#### Task data ####

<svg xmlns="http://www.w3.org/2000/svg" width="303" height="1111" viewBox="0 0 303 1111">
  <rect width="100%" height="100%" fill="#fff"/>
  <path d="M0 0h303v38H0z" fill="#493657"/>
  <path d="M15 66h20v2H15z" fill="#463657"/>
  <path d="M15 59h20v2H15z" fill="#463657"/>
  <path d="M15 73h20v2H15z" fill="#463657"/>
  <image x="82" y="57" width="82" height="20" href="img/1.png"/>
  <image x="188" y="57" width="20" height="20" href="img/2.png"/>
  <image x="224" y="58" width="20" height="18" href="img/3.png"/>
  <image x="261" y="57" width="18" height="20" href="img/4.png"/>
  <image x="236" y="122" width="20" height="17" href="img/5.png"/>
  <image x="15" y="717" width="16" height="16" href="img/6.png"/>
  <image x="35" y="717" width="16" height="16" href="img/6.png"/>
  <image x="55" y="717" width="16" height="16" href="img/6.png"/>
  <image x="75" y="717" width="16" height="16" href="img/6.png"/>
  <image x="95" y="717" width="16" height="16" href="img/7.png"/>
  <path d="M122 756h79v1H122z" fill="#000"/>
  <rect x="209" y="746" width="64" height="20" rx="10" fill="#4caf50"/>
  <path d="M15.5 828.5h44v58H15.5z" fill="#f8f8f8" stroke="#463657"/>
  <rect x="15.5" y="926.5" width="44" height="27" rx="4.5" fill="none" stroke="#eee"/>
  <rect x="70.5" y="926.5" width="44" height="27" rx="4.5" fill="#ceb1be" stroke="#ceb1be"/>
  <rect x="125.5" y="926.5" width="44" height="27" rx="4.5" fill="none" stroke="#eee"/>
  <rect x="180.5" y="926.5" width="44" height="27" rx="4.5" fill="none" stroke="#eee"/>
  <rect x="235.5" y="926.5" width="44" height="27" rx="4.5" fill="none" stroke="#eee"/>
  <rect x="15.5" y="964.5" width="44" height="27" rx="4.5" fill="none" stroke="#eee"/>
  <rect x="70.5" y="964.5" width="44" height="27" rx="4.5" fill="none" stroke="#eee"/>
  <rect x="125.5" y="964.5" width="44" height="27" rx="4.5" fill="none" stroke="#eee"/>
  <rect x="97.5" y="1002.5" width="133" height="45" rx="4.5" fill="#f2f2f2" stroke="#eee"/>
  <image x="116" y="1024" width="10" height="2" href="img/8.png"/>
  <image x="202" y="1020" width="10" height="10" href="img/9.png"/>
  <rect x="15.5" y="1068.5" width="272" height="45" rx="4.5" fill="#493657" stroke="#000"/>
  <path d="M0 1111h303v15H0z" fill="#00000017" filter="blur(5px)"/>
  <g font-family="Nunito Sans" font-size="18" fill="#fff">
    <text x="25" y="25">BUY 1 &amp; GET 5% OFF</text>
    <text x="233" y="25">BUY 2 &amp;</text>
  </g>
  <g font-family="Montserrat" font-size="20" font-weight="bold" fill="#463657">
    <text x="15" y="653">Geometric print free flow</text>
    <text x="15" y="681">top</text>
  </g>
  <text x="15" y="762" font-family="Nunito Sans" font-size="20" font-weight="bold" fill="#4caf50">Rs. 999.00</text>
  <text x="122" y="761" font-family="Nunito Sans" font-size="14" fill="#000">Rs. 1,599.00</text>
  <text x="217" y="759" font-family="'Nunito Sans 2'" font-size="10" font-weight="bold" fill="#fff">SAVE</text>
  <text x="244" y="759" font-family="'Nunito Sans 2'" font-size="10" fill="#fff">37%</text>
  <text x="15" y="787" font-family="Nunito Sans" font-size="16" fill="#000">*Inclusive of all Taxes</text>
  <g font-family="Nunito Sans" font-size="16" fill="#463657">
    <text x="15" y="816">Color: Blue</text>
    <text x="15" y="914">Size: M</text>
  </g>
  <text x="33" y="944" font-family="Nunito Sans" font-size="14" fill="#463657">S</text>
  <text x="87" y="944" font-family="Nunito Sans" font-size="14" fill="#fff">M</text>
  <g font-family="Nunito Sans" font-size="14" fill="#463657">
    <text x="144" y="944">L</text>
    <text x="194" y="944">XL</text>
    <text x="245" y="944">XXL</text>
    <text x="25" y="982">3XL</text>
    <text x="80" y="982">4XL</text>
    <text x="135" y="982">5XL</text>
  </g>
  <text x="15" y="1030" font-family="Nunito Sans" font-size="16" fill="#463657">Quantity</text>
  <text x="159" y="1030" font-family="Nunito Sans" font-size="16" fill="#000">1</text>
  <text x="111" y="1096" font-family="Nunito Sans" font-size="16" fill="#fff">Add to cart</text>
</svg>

####

**Aim of the task:** Return each line from the data where the string "bold" can be found.

**Answer section:**
  <g font-family="Montserrat" font-size="20" font-weight="bold" fill="#463657">
  <text x="15" y="762" font-family="Nunito Sans" font-size="20" font-weight="bold" fill="#4caf50">Rs. 999.00</text>
  <text x="217" y="759" font-family="'Nunito Sans 2'" font-size="10" font-weight="bold" fill="#fff">SAVE</text>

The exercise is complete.